Red Tape: Regulator Responsiveness & Solutions Post-Covid

  • April 27th, 2022 at 11:40 am

Anne Nalder, CEO & Founder of the Small Business Association of Australia recently wrote a submission to The Hon Ben Morton MP to provide feedback on how regulators can best support Australian Businesses in driving up investment. Anne discusses the significant impact of red tape and natural disasters on the SME sector and has made recommendations for the government to address these issues.

The SBAA would like to thank the Hon Ben Morton MP for inviting business and organisations to provide feedback on how regulators can best support Australian business in driving up investment. Issues that face the Small Business industry are often overlooked, and many businesses relish the opportunity to discuss their hardships when given the opportunity.

The Small Business Association of Australia (SBAA) represents 60,000 small businesses throughout Australia. In addition, it also has relationships with 41 business organisations of various kinds.

‘Small Business’ is a composition of micro, small and medium enterprises. 98% of business in Australia are small businesses which represents the largest employer group in the private sector. It is made up of a complicated mix of 3 different groups by size, each requiring their own considerations. Yet, small business in reality is often seen as irrelevant and unimportant. However, it does the heavy lifting pre pandemic, during and post a pandemic.

Red Tape has become a $180billion+ industry in. The SBAA acknowledges that laws are required, but Red tape is strangling small business in Australia, whilst many big businesses are able to continue operating with ease. Regulations are being introduced by people who have never been small business owners, and who do not functionally understand the impact of these regulations on the SMEs industry.

Regulators often do not invest their own money into a business, they avoid risk taking, they are not bound by the regulations they impose and if they mess up, the taxpayer is most likely to foot the bill.

Red tape can be driven by a ‘one cap fits all’ mentality, which simply does not work. As businesses are becoming more sophisticated the Australian Government needs to ensure that small business owners have the necessary tools and support to grow, employ staff, the ability to export and can compete in the global economy.

Currently that is not yet the case. Australia stands 14th in the world rankings of ease of doing business when it should be placed in the top 5. The rankings are based on regulation and the operational burdens placed on small businesses.

Small business needs a bolder approach by a government prepared to reform the sector.

SBAA has composed the Small Business Charter of Australia which contains 10 pillars that document the suggested guidelines for policy makers and governments. It is not intended to be a formal policy document but rather a live document that provides a framework for formulating policy for small businesses. One if its principals is – Think Small Business First’ as the prompter for inclusion when proposing new policy.
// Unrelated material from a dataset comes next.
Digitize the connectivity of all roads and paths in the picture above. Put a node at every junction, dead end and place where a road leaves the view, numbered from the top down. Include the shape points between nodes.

Prior to the Pandemic, many small businesses faced prolonged drought, bushfires, floods, the pandemic and then floods again down the east coast of Australia.
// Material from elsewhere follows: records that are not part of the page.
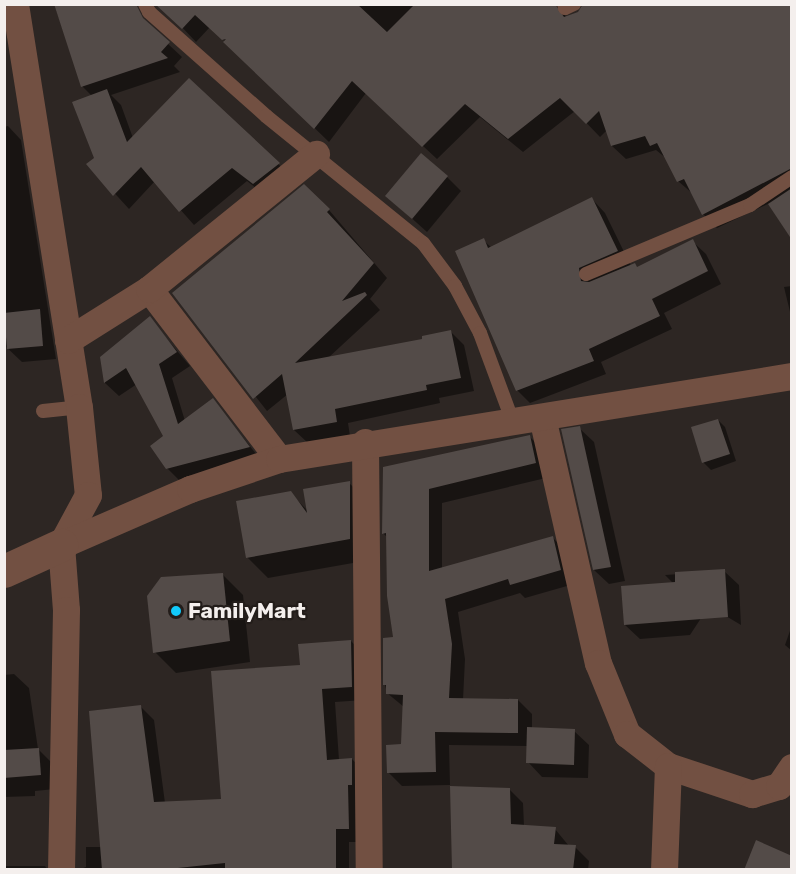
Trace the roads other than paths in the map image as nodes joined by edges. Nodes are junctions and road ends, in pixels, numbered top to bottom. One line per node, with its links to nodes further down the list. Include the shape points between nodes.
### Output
1 (15, 4): 9 (street)
2 (145, 4): 5 (lane, via 148,12 266,116)
3 (564, 4): 4 (lane, via 566,8)
4 (574, 4)
5 (316, 154): 8 (street); 14 (lane, via 423,243 455,286 480,333)
6 (792, 177): 7 (lane, via 750,205)
7 (586, 274)
8 (149, 289): 9 (street); 16 (street)
9 (68, 340): 11 (street)
10 (792, 375): 13 (street)
11 (79, 407): 12 (lane); 17 (street, via 88,495)
12 (43, 411)
13 (542, 417): 14 (street); 19 (street, via 567,538 613,708 627,734)
14 (513, 422): 15 (street)
15 (365, 442): 16 (street); 22 (street)
16 (279, 459): 17 (street, via 190,489)
17 (61, 545): 18 (street); 21 (street, via 66,610)
18 (4, 571)
19 (668, 766): 20 (street, via 752,794 779,786); 23 (street)
20 (792, 767)
21 (60, 870)
22 (369, 870)
23 (664, 870)

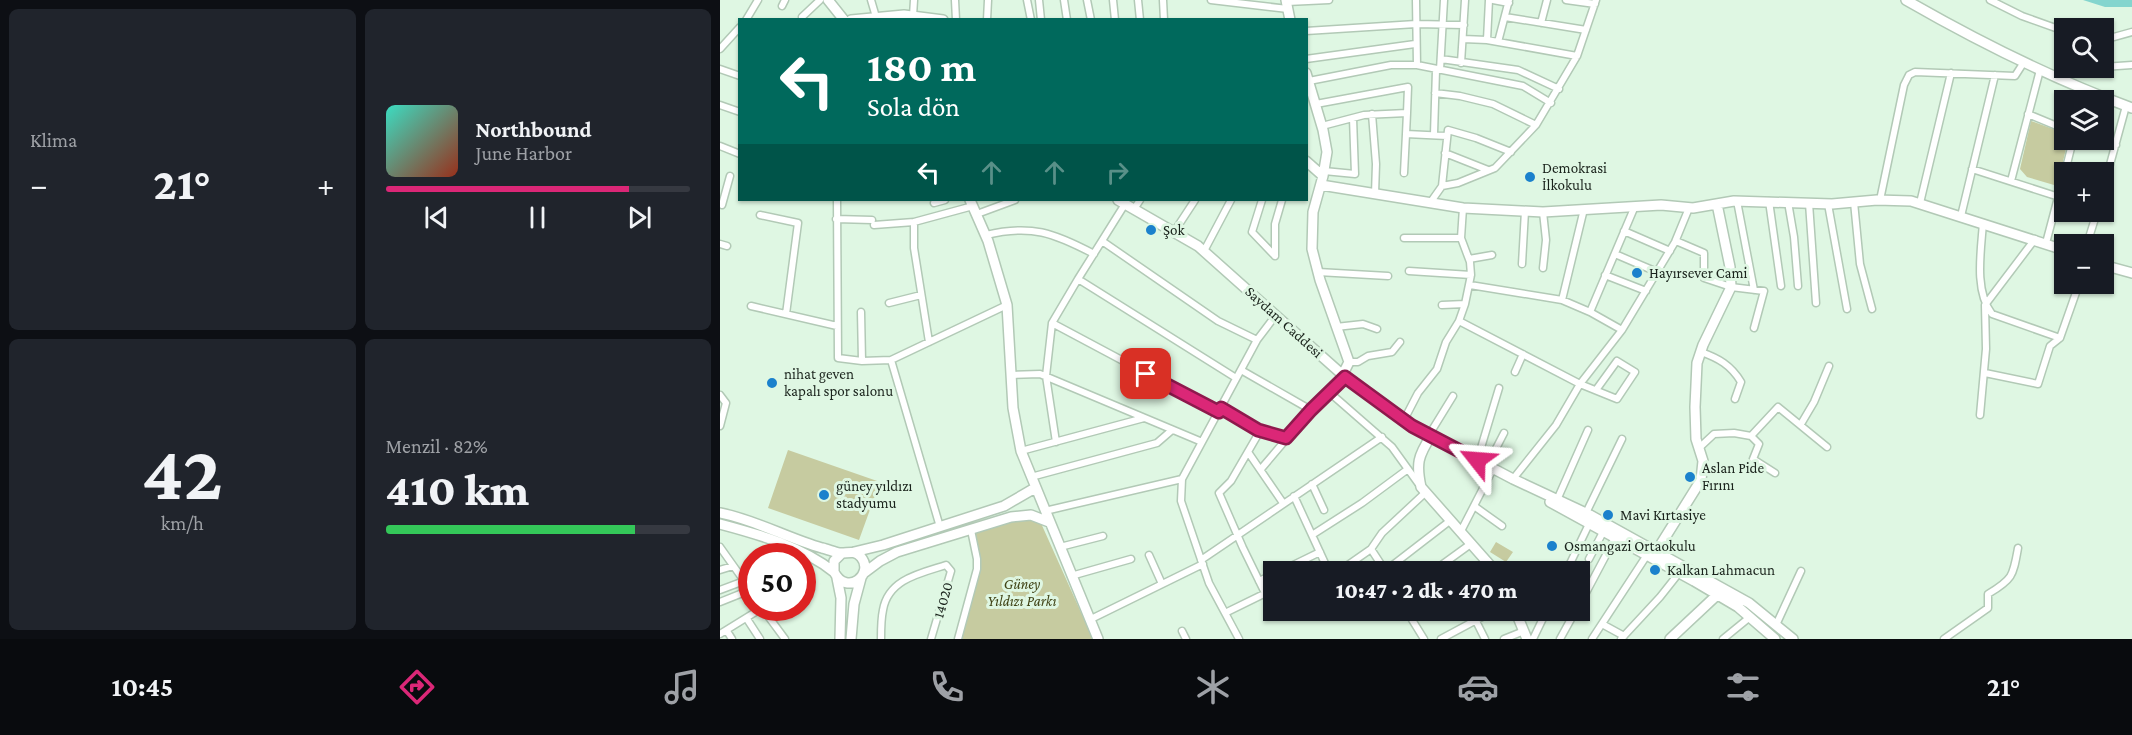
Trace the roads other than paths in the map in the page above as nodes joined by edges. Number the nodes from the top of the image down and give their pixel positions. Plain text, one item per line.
1 (758, 0) edge
2 (820, 0) edge
3 (828, 0) edge
4 (871, 0) edge
5 (914, 0) edge
6 (955, 0) edge
7 (988, 0) edge
8 (1027, 0) edge
9 (1039, 0) edge
10 (1064, 0) edge
11 (1087, 0) edge
12 (1113, 0) edge
13 (1138, 0) edge
14 (1163, 0) edge
15 (1211, 0) edge
16 (1329, 0) edge
17 (1416, 0) edge
18 (1444, 0) edge
19 (1465, 0) edge
20 (1491, 0) edge
21 (1546, 0) edge
22 (1566, 0) edge
23 (1906, 0) edge
24 (1990, 0) edge
25 (1509, 1) edge
26 (1595, 2) edge
27 (1287, 4) edge
28 (912, 16) junction
29 (802, 17) dead end
30 (876, 17) junction
31 (1505, 17) junction
32 (747, 18) edge
33 (842, 18) edge
34 (868, 18) edge
35 (928, 18) edge
36 (956, 18) edge
37 (987, 18) edge
38 (1030, 18) edge
39 (1041, 18) edge
40 (1067, 18) edge
41 (1091, 18) edge
42 (1115, 18) edge
43 (1140, 18) edge
44 (1164, 18) edge
45 (1541, 23) junction
46 (1416, 24) junction
47 (1443, 24) junction
48 (1464, 25) junction
49 (2054, 27) edge
50 (738, 29) edge
51 (1308, 30) edge
52 (1586, 30) junction
53 (2132, 32) edge
54 (2114, 37) edge
55 (1463, 39) junction
56 (1487, 40) junction
57 (1498, 42) junction
58 (1415, 44) junction
59 (720, 49) edge
60 (1577, 56) junction
61 (1308, 58) edge
62 (1441, 59) junction
63 (2024, 62) junction
64 (1461, 63) junction
65 (1417, 65) junction
66 (2132, 65) edge
67 (2114, 66) edge
68 (720, 69) edge
69 (1438, 70) junction
70 (2040, 70) junction
71 (1951, 73) junction
72 (738, 75) edge
73 (1995, 75) junction
74 (1308, 76) edge
75 (2054, 76) edge
76 (2059, 78) edge
77 (1308, 79) edge
78 (1559, 89) junction
79 (1435, 93) junction
80 (1551, 103) junction
81 (1316, 104) junction
82 (720, 105) edge
83 (2129, 107) edge
84 (738, 111) edge
85 (1407, 113) junction
86 (1372, 114) junction
87 (2028, 114) junction
88 (1353, 118) junction
89 (1536, 125) junction
90 (2054, 125) edge
91 (1322, 126) junction
92 (1406, 134) junction
93 (1434, 134) junction
94 (1447, 135) junction
95 (2116, 145) joint
96 (720, 146) edge
97 (1511, 152) junction
98 (738, 153) edge
99 (1445, 153) junction
100 (1308, 162) edge
101 (2111, 162) edge
102 (1972, 169) junction
103 (1488, 170) junction
104 (1404, 173) dead end
105 (730, 176) dead end
106 (1323, 177) junction
107 (2011, 181) junction
108 (1442, 186) junction
109 (1375, 194) junction
110 (2054, 195) edge
111 (1880, 200) junction
112 (837, 201) edge
113 (941, 201) edge
114 (1008, 201) edge
115 (1194, 201) edge
116 (1230, 201) edge
117 (1262, 201) edge
118 (1282, 201) edge
119 (1737, 201) junction
120 (1769, 201) junction
121 (1788, 202) junction
122 (1854, 202) junction
123 (934, 203) dead end
124 (1430, 203) junction
125 (1809, 203) junction
126 (1920, 203) junction
127 (721, 204) edge
128 (1126, 204) edge
129 (1717, 204) junction
130 (1828, 204) junction
131 (974, 206) edge
132 (1635, 206) junction
133 (729, 207) dead end
134 (1463, 208) junction
135 (1689, 208) junction
136 (1584, 209) junction
137 (1525, 211) junction
138 (1543, 212) junction
139 (760, 215) dead end
140 (2054, 215) edge
141 (1961, 216) junction
142 (836, 219) junction
143 (914, 222) junction
144 (1983, 223) junction
145 (1624, 231) junction
146 (1174, 232) junction
147 (986, 235) junction
148 (1404, 238) dead end
149 (1461, 238) junction
150 (2035, 239) junction
151 (1102, 241) junction
152 (1676, 241) junction
153 (2046, 243) junction
154 (2054, 246) edge
155 (1670, 250) junction
156 (1204, 251) junction
157 (1094, 254) junction
158 (1615, 254) junction
159 (1492, 255) dead end
160 (1469, 259) junction
161 (1522, 264) dead end
162 (1543, 268) dead end
163 (2114, 268) edge
164 (1409, 271) dead end
165 (1318, 272) junction
166 (1657, 272) junction
167 (2132, 273) edge
168 (1472, 275) junction
169 (1605, 275) junction
170 (1388, 276) dead end
171 (1077, 279) junction
172 (1470, 285) junction
173 (1781, 286) dead end
174 (1798, 286) dead end
175 (1731, 287) junction
176 (1754, 290) junction
177 (1646, 291) junction
178 (2075, 294) edge
179 (921, 295) junction
180 (1562, 300) junction
181 (889, 303) dead end
182 (1816, 303) dead end
183 (1465, 304) junction
184 (1007, 305) junction
185 (1442, 305) dead end
186 (1985, 305) junction
187 (751, 306) dead end
188 (1847, 309) dead end
189 (1872, 309) dead end
190 (861, 312) dead end
191 (1590, 312) junction
192 (786, 314) junction
193 (1276, 315) junction
194 (1459, 321) junction
195 (1052, 323) junction
196 (837, 326) junction
197 (1336, 327) junction
198 (1754, 328) dead end
199 (1377, 329) dead end
200 (1622, 330) junction
201 (2060, 338) junction
202 (1257, 340) junction
203 (929, 342) junction
204 (1400, 342) dead end
205 (1701, 352) junction
206 (1523, 354) junction
207 (891, 360) junction
208 (862, 361) junction
209 (1350, 362) junction
210 (1829, 366) dead end
211 (1241, 370) junction
212 (1515, 372) dead end
213 (1985, 373) junction
214 (1011, 375) junction
215 (1344, 375) junction
216 (1046, 376) junction
217 (1236, 378) junction
218 (1580, 384) junction
219 (1499, 388) dead end
220 (1596, 390) junction
221 (1329, 392) junction
222 (720, 395) edge
223 (1453, 396) dead end
224 (1735, 399) dead end
225 (1220, 410) junction
226 (1311, 410) junction
227 (1980, 416) dead end
228 (1145, 418) junction
229 (1404, 420) junction
230 (1801, 424) junction
231 (720, 426) edge
232 (1172, 430) junction
233 (1588, 430) dead end
234 (1260, 431) junction
235 (1503, 433) dead end
236 (1430, 435) junction
237 (1751, 436) junction
238 (1382, 437) junction
239 (1286, 438) junction
240 (1622, 439) dead end
241 (1056, 442) junction
242 (1202, 442) junction
243 (1827, 447) dead end
244 (1699, 448) junction
245 (1021, 451) junction
246 (1248, 452) junction
247 (1477, 460) junction
248 (1490, 467) junction
249 (1261, 469) junction
250 (1408, 469) junction
251 (1775, 473) dead end
252 (1031, 477) junction
253 (1182, 479) junction
254 (1512, 479) junction
255 (1311, 484) junction
256 (1035, 488) junction
257 (1423, 489) junction
258 (1294, 496) junction
259 (1557, 500) junction
260 (1283, 504) junction
261 (1474, 507) junction
262 (1324, 510) dead end
263 (1045, 511) junction
264 (720, 513) edge
265 (1586, 513) junction
266 (1451, 520) junction
267 (1049, 522) junction
268 (720, 524) edge
269 (1589, 524) junction
270 (1502, 526) dead end
271 (940, 527) junction
272 (970, 530) junction
273 (1461, 531) junction
274 (1603, 532) junction
275 (1237, 535) junction
276 (1312, 535) junction
277 (1103, 536) dead end
278 (1616, 538) junction
279 (1472, 543) junction
280 (1060, 547) junction
281 (720, 548) edge
282 (2018, 548) dead end
283 (1371, 549) junction
284 (854, 552) junction
285 (1320, 552) junction
286 (1656, 552) junction
287 (842, 553) junction
288 (1149, 555) dead end
289 (1647, 555) junction
290 (1131, 559) dead end
291 (1589, 559) dead end
292 (1302, 561) edge
293 (1324, 561) edge
294 (1354, 561) edge
295 (1379, 561) edge
296 (1398, 561) edge
297 (1447, 561) edge
298 (1488, 561) edge
299 (1571, 561) edge
300 (1202, 562) junction
301 (733, 566) junction
302 (720, 570) edge
303 (1801, 571) dead end
304 (738, 573) edge
305 (1679, 573) junction
306 (835, 575) junction
307 (862, 575) junction
308 (1071, 576) junction
309 (1263, 579) edge
310 (1259, 581) junction
311 (738, 583) edge
312 (1162, 585) junction
313 (1590, 586) edge
314 (1263, 589) edge
315 (720, 590) edge
316 (1263, 594) edge
317 (1717, 595) junction
318 (738, 596) edge
319 (720, 602) edge
320 (1225, 613) junction
321 (1750, 617) junction
322 (1089, 620) junction
323 (742, 621) edge
324 (749, 621) edge
325 (772, 621) edge
326 (1413, 621) edge
327 (1476, 621) joint
328 (1519, 621) edge
329 (1542, 621) edge
330 (1570, 621) edge
331 (1602, 624) junction
332 (1776, 625) junction
333 (727, 631) junction
334 (1182, 631) dead end
335 (720, 634) edge
336 (1525, 635) edge
337 (1622, 638) edge
338 (732, 639) edge
339 (760, 639) edge
340 (785, 639) edge
341 (840, 639) edge
342 (851, 639) edge
343 (881, 639) edge
344 (931, 639) edge
345 (958, 639) edge
346 (1098, 639) edge
347 (1186, 639) edge
348 (1239, 639) edge
349 (1424, 639) edge
350 (1442, 639) edge
351 (1485, 639) edge
352 (1504, 639) edge
353 (1533, 639) edge
354 (1560, 639) edge
355 (1592, 639) edge
356 (1670, 639) edge
357 (1723, 639) edge
358 (1774, 639) edge
359 (1793, 639) edge
360 (1944, 639) edge

1 - 32 street
2 - 29 street
3 - 33 main road
4 - 30 street
5 - 28 street
6 - 36 street
7 - 37 street
8 - 38 street
9 - 39 street
10 - 40 street
11 - 41 street
12 - 42 street
13 - 43 street
14 - 44 street
15 - 27 street
16 - 27 street
17 - 46 street
18 - 47 street
19 - 48 street
20 - 25 street
20 - 56 street
21 - 45 street
22 - 26 street
23 - 63 main road
24 - 49 street
25 - 31 street
26 - 52 street
28 - 30 main road
28 - 35 main road
30 - 34 main road
31 - 45 street
31 - 57 street
45 - 52 street
46 - 47 street
46 - 51 street
46 - 58 street
47 - 48 street
47 - 62 street
48 - 55 street
50 - 59 street
52 - 60 street
53 - 54 street
55 - 56 street
55 - 64 street
56 - 57 street
57 - 60 street
58 - 61 street
58 - 65 street
60 - 78 street
62 - 64 street
62 - 69 street
63 - 70 main road
63 - 73 street
64 - 78 street
65 - 69 street
65 - 74 street
66 - 67 street
68 - 72 street
69 - 79 street
69 - 80 street
70 - 75 main road
70 - 87 street
71 - 73 street
71 - 111 street
71 - 126 street
73 - 102 street
76 - 83 main road
77 - 81 main road
78 - 80 street
79 - 89 street
79 - 93 street
80 - 89 street
81 - 85 street
81 - 91 main road
82 - 84 street
83 - 95 street
85 - 86 street
85 - 92 street
86 - 88 street
86 - 109 street
87 - 90 street
87 - 107 street
88 - 91 street
88 - 106 street
89 - 97 street
91 - 106 main road
92 - 93 street
92 - 104 street
93 - 94 street
94 - 97 street
94 - 99 street
95 - 101 street
96 - 98 street
97 - 103 street
99 - 103 street
99 - 108 street
100 - 106 main road
102 - 107 street
102 - 141 street
103 - 108 street
105 - 127 street
106 - 109 main road
106 - 165 main road
107 - 110 street
108 - 124 street
109 - 124 main road
111 - 122 main road
111 - 126 main road
112 - 142 street
113 - 123 street
114 - 131 street
115 - 146 street
116 - 156 street
117 - 118 street
119 - 120 main road
119 - 129 main road
119 - 176 street
120 - 121 main road
120 - 173 street
121 - 125 main road
121 - 174 street
122 - 130 main road
122 - 189 street
124 - 134 main road
125 - 130 main road
125 - 182 street
126 - 141 main road
127 - 133 street
128 - 146 main road, Saydam Caddesi
128 - 151 street
129 - 135 main road
129 - 175 main road
130 - 188 street
131 - 143 street
131 - 147 main road
132 - 135 main road
132 - 136 main road
132 - 145 street
134 - 137 main road
134 - 149 street
135 - 152 street
136 - 138 main road
136 - 180 street
137 - 138 main road
137 - 161 street
138 - 162 street
139 - 192 street
140 - 153 street
141 - 144 main road
142 - 143 street
142 - 196 street
143 - 179 street
144 - 150 main road
144 - 186 street
145 - 155 street
145 - 158 street
146 - 156 main road, Saydam Caddesi
147 - 157 street
147 - 184 main road
148 - 149 street
149 - 160 street
150 - 153 main road
150 - 186 street
151 - 157 street
151 - 202 street
152 - 155 street
152 - 175 street
153 - 154 main road
155 - 166 street
156 - 193 main road, Saydam Caddesi
157 - 171 street
158 - 166 street
158 - 169 street
159 - 160 street
160 - 168 street
163 - 167 main road
164 - 168 street
165 - 170 street
165 - 197 main road
166 - 177 street
168 - 172 street
169 - 177 street
169 - 191 street
171 - 195 street
171 - 217 street
172 - 180 street
172 - 183 street
175 - 176 street
175 - 205 main road
176 - 198 street
177 - 200 street
178 - 201 street
179 - 181 street
179 - 203 street
180 - 191 street
183 - 185 street
183 - 194 street
184 - 203 street
184 - 214 main road
186 - 201 street
186 - 213 street
187 - 192 street
190 - 208 street
191 - 200 street
192 - 196 street
193 - 202 street
193 - 215 main road, Saydam Caddesi
194 - 206 street
194 - 229 street
195 - 216 street
195 - 225 street
196 - 208 street
197 - 199 street
197 - 209 main road
200 - 218 street
201 - 213 street
202 - 211 street
203 - 207 street
204 - 209 street
205 - 224 street
205 - 244 main road
206 - 212 street
206 - 218 street
207 - 208 street
207 - 271 street
209 - 215 main road
210 - 230 street
211 - 217 street
211 - 226 street
213 - 227 street
214 - 216 street
214 - 245 main road
215 - 221 street
215 - 229 main road, Saydam Caddesi
216 - 228 street
216 - 241 street
217 - 225 street
218 - 220 street
218 - 254 street
219 - 247 street
220 - 220 street
221 - 226 street
221 - 238 street
222 - 231 street
223 - 236 street
225 - 234 street
225 - 242 street
226 - 239 street
228 - 232 street
228 - 241 street
229 - 236 main road, Saydam Caddesi
230 - 237 street
230 - 243 street
232 - 242 street
232 - 252 street
233 - 259 street
234 - 239 street
234 - 246 street
235 - 248 street
236 - 247 main road, Saydam Caddesi
236 - 257 main road
237 - 244 street
237 - 251 street
238 - 250 street
238 - 255 street
239 - 249 street
240 - 265 street
241 - 245 street
242 - 253 street
244 - 286 main road
245 - 252 main road
246 - 249 street
246 - 275 street
247 - 248 main road, Saydam Caddesi
248 - 254 main road, Saydam Caddesi
248 - 261 street
249 - 260 street
250 - 257 street
250 - 276 street
252 - 256 main road
253 - 263 street
253 - 300 street
254 - 259 main road
254 - 269 main road
255 - 258 street
255 - 262 street
256 - 263 main road
256 - 271 main road
257 - 266 main road
257 - 283 street
258 - 260 street
258 - 276 street
259 - 265 main road
260 - 275 street
261 - 270 street
261 - 273 street
263 - 267 main road
264 - 287 main road
265 - 286 main road
266 - 273 main road
266 - 296 street
267 - 272 main road
267 - 280 main road
268 - 306 main road
269 - 274 main road
269 - 299 street
271 - 284 main road
272 - 307 main road
272 - 345 street
273 - 279 main road
274 - 278 main road
274 - 291 street
275 - 300 street
275 - 310 street
276 - 285 street
277 - 280 street
278 - 289 main road
278 - 313 street
279 - 297 street
279 - 298 main road
280 - 308 main road
281 - 301 street
282 - 360 street
283 - 294 street
283 - 295 street
284 - 287 main road
284 - 307 main road
285 - 292 street
285 - 293 street
286 - 332 main road
287 - 306 main road
288 - 312 street
289 - 305 main road
289 - 331 street
290 - 308 street
300 - 312 street
300 - 320 street
301 - 302 street
301 - 304 street
303 - 332 street
305 - 317 main road
305 - 337 street
306 - 307 main road
306 - 341 main road
307 - 342 main road
308 - 322 main road
309 - 310 street
310 - 314 street
311 - 315 street
312 - 322 street
316 - 320 street
317 - 321 main road
317 - 356 main road
318 - 319 street
320 - 348 street
321 - 357 street
321 - 358 main road
322 - 346 main road
323 - 333 street
324 - 339 street
325 - 340 street
326 - 349 street
327 - 350 street
327 - 351 street
328 - 336 main road
329 - 353 street
330 - 354 street
331 - 337 street
331 - 355 street
332 - 359 main road
333 - 335 street
333 - 338 street
334 - 347 street
336 - 352 street
343 - 344 street, 14020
As a representative for small business, the SBAA is concerned about the current state of small business in Australia. Some did well, but many are more bruised and battered. The challenges facing them include, staffing shortages, having to go into debt to survive, rising inflation, rising interest rates and rising costs of doing business. In addition, many are suffering mental fatigue and related issues. The cost of doing business in this economy is high; with potential loss of the family home, business and person relationships, potential bankruptcy, and in some cases, suicide should a persons business collapse.

Governments need to stop creating band aid solutions when what is needed are intelligent examinations that lead to correcting the root of the problems.

SBAA is recommending the government take into consideration the following recommendations. Firstly, Government needs to implement a 3-year plan followed by reviews every 12 months.


The first 12 months should consist of the following:

  • Place a moratorium on taxation owed by small business. The SBAA is aware that small businesses woe the ATO significant amounts of tax but closing them down will not achieve anything of value. In fact, it can cause considerable financial and personal destruction.
  • Waiver regulator fees and licences. Some state licences may overlap, and these should be reconsidered.
  • Allow flexibility for small businesses employing under 5 employees, even though there is a labour shortage.
  • Provide a suitable moratorium on insolvency and other measures that will prohibit the take-over and demise of small businesses by stronger entities or by regulators.
  • Implement a cash boost like Job Keeper Mk1. This provided much needed cash flow for those businesses under stress. It could also assist to offset small businesses tax liability, by arrangement.